(Exercise):
Reproduce the data that follows character for character, but omit its pictures.

-- Exercise data follows --

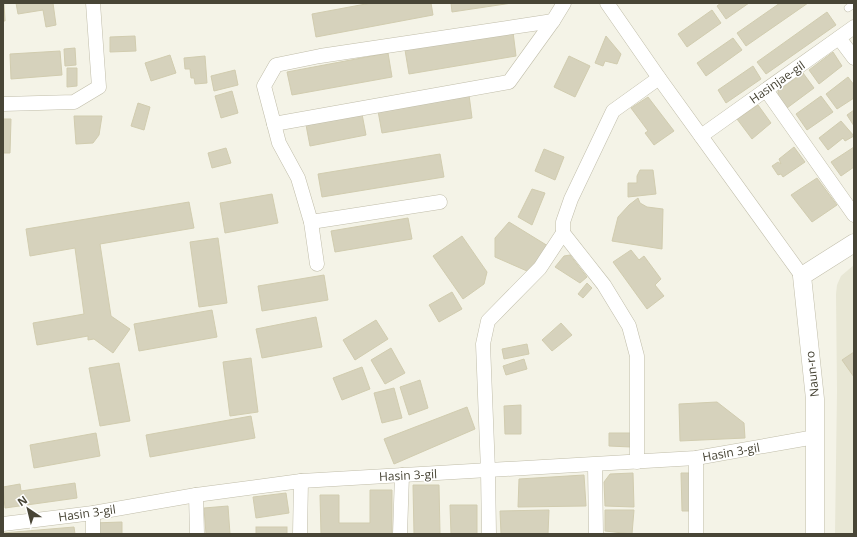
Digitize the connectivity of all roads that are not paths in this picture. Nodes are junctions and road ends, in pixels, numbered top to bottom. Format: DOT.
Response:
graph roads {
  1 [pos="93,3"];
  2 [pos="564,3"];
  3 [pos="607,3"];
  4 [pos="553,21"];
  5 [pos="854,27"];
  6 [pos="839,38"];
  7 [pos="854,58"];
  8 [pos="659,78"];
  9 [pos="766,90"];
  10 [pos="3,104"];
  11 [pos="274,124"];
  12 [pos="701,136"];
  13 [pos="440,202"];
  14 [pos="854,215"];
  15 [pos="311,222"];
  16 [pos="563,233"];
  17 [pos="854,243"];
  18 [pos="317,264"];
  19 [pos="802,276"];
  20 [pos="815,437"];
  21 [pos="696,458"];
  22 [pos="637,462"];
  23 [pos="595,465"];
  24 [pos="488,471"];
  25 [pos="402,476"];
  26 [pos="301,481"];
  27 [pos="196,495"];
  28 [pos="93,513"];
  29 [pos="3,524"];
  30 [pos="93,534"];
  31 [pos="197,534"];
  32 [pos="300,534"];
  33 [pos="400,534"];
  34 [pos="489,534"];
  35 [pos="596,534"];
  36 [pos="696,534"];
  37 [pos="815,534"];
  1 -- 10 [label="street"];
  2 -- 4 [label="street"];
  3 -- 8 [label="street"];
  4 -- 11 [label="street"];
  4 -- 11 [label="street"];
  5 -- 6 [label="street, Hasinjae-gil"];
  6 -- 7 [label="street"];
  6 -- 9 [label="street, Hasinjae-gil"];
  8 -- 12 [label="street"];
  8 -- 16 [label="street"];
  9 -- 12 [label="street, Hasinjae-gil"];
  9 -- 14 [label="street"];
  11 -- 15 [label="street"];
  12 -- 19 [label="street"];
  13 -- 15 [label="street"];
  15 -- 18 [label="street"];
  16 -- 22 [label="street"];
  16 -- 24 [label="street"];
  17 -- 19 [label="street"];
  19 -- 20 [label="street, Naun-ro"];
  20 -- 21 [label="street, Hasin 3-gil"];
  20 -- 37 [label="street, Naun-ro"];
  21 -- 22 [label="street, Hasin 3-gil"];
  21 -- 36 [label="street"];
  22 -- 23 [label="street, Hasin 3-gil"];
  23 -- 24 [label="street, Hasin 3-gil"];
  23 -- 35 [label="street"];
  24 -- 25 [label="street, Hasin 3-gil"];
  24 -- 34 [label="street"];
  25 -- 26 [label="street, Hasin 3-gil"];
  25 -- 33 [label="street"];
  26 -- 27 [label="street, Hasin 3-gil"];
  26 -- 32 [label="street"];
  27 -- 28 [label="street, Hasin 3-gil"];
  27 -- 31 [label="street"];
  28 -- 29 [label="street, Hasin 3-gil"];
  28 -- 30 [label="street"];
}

-- Exercise data concluded --

(Your solution):
Digitize the connectivity of all roads that are not paths in this picture. Nodes are junctions and road ends, in pixels, numbered top to bottom. Format: DOT.
Response:
graph roads {
  1 [pos="93,3"];
  2 [pos="564,3"];
  3 [pos="607,3"];
  4 [pos="553,21"];
  5 [pos="854,27"];
  6 [pos="839,38"];
  7 [pos="854,58"];
  8 [pos="659,78"];
  9 [pos="766,90"];
  10 [pos="3,104"];
  11 [pos="274,124"];
  12 [pos="701,136"];
  13 [pos="440,202"];
  14 [pos="854,215"];
  15 [pos="311,222"];
  16 [pos="563,233"];
  17 [pos="854,243"];
  18 [pos="317,264"];
  19 [pos="802,276"];
  20 [pos="815,437"];
  21 [pos="696,458"];
  22 [pos="637,462"];
  23 [pos="595,465"];
  24 [pos="488,471"];
  25 [pos="402,476"];
  26 [pos="301,481"];
  27 [pos="196,495"];
  28 [pos="93,513"];
  29 [pos="3,524"];
  30 [pos="93,534"];
  31 [pos="197,534"];
  32 [pos="300,534"];
  33 [pos="400,534"];
  34 [pos="489,534"];
  35 [pos="596,534"];
  36 [pos="696,534"];
  37 [pos="815,534"];
  1 -- 10 [label="street"];
  2 -- 4 [label="street"];
  3 -- 8 [label="street"];
  4 -- 11 [label="street"];
  4 -- 11 [label="street"];
  5 -- 6 [label="street, Hasinjae-gil"];
  6 -- 7 [label="street"];
  6 -- 9 [label="street, Hasinjae-gil"];
  8 -- 12 [label="street"];
  8 -- 16 [label="street"];
  9 -- 12 [label="street, Hasinjae-gil"];
  9 -- 14 [label="street"];
  11 -- 15 [label="street"];
  12 -- 19 [label="street"];
  13 -- 15 [label="street"];
  15 -- 18 [label="street"];
  16 -- 22 [label="street"];
  16 -- 24 [label="street"];
  17 -- 19 [label="street"];
  19 -- 20 [label="street, Naun-ro"];
  20 -- 21 [label="street, Hasin 3-gil"];
  20 -- 37 [label="street, Naun-ro"];
  21 -- 22 [label="street, Hasin 3-gil"];
  21 -- 36 [label="street"];
  22 -- 23 [label="street, Hasin 3-gil"];
  23 -- 24 [label="street, Hasin 3-gil"];
  23 -- 35 [label="street"];
  24 -- 25 [label="street, Hasin 3-gil"];
  24 -- 34 [label="street"];
  25 -- 26 [label="street, Hasin 3-gil"];
  25 -- 33 [label="street"];
  26 -- 27 [label="street, Hasin 3-gil"];
  26 -- 32 [label="street"];
  27 -- 28 [label="street, Hasin 3-gil"];
  27 -- 31 [label="street"];
  28 -- 29 [label="street, Hasin 3-gil"];
  28 -- 30 [label="street"];
}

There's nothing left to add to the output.